README: mention new loader protocol and interaction with UKIs

bluca · vathpela · commit b86b909f1e82 · 2025-06-12T13:42:53.000-04:00
Signed-off-by: Luca Boccassi &lt;luca.boccassi@gmail.com&gt;
diff --git a/README.md b/README.md
@@ -8,16 +8,42 @@ instance) it will then validate the binary against a built-in certificate. If
 this succeeds and if the binary or signing key are not forbidden then shim
 will relocate and execute the binary.
 
+## protocols
+
+### shim lock protocol
+
 shim will also install a protocol which permits the second-stage bootloader
 to perform similar binary validation. This protocol has a GUID as described
 in the shim.h header file and provides a single entry point. On 64-bit systems
 this entry point expects to be called with SysV ABI rather than MSABI, so calls
 to it should not be wrapped.
 
+### shim loader protocol
+
+Since version 16.1 shim overrides the system table and installs its own version
+of the LoadImage()/StartImage()/UnloadImage()/Exit() functions, so that second
+stages can simply call them from the system table, and it will work whether shim
+is first stage or not, without requiring shim-specific code in the second stages.
+
+When this protocol is installed, signed UKIs
+[Unified Kernel Images](https://uapi-group.org/specifications/specs/unified_kernel_image/)

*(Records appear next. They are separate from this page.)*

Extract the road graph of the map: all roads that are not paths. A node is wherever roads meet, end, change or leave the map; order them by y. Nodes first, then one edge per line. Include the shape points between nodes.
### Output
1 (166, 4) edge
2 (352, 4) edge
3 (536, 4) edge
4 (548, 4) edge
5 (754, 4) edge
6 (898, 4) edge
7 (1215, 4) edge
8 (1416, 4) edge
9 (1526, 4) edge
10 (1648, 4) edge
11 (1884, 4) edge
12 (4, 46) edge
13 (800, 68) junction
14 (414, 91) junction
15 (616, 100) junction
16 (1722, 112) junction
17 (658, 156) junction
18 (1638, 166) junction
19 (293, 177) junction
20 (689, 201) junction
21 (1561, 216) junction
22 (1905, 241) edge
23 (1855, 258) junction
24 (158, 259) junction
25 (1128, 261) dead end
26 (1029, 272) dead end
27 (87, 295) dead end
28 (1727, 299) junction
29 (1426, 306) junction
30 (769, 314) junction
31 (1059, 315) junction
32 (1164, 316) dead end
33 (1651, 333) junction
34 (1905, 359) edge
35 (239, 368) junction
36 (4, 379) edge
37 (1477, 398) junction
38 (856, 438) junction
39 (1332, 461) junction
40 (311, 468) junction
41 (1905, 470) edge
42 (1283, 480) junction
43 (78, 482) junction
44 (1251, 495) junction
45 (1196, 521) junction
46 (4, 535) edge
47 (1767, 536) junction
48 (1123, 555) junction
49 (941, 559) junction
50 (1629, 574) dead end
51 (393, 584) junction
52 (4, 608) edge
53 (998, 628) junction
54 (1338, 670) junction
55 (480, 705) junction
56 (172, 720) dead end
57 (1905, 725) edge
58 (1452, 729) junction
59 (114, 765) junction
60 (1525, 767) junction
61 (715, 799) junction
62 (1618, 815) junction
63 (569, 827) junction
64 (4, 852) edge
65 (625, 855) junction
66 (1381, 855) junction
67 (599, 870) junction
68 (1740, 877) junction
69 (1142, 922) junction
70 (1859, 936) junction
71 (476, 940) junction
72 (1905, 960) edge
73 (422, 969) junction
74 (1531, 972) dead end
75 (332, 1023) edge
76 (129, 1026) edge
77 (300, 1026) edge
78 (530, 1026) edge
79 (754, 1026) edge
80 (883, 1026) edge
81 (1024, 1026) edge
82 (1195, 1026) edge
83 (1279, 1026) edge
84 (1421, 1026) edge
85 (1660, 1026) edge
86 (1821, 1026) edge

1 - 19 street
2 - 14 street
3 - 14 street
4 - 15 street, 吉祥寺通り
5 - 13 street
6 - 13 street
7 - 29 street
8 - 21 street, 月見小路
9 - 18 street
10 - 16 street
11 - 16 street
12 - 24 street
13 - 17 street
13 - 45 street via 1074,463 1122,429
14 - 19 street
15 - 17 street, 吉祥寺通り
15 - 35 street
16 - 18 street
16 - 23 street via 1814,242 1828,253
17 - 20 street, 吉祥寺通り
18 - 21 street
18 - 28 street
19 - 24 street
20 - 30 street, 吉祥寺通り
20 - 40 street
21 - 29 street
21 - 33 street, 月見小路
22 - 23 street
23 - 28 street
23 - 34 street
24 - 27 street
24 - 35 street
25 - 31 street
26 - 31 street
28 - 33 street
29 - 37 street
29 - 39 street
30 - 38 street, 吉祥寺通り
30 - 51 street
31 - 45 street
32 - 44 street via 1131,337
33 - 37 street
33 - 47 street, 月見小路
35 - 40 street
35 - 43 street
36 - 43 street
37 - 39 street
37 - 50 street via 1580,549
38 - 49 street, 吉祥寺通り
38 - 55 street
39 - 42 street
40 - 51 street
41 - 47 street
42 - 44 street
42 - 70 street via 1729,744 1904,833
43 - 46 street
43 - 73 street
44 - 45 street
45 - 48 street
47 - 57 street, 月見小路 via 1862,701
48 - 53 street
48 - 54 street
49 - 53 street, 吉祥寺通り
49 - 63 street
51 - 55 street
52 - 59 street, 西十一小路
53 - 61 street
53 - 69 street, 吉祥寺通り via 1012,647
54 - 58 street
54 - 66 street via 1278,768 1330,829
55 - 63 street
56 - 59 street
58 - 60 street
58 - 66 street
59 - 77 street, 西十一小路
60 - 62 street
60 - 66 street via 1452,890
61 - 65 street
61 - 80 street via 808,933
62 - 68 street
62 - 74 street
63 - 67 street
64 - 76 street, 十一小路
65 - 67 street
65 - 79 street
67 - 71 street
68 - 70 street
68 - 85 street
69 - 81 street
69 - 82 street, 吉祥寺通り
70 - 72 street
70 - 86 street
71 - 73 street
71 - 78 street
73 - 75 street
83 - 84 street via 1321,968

+can be loaded even if the nested kernel is not signed, as after the UKI is loaded
+and validated, shim builds an internal allowlist of all the sections that are
+contained in the UKI. When an image is loaded from one such section, it is
+validated against denylists (DBX/MOKX/SBAT at the time of writing), but it is
+not checked against allowlists (DB/MOK hashes/signatures), as the outer image
+was already validated and the inner image is thus covered by those signatures or
+hashes. Furthermore, the inner image is not measured in the TPM, to avoid double
+measurements.
+
+## TPM
+
 On systems with a TPM chip enabled and supported by the system firmware,
 shim will extend various PCRs with the digests of the targets it is
 loading.  A full list is in the file [README.tpm](README.tpm) .
 
+## builds and tests
+
 To use shim, simply place a DER-encoded public certificate in a file such as
 pub.cer and build with `make VENDOR_CERT_FILE=pub.cer`.
 
@@ -26,6 +52,8 @@ build, described in [BUILDING](BUILDING).
 
 See the [test plan](testplan.txt), and file a ticket if anything fails!
 
+## contacts
+
 In the event that the developers need to be contacted related to a security
 incident or vulnerability, please mail [secalert@redhat.com].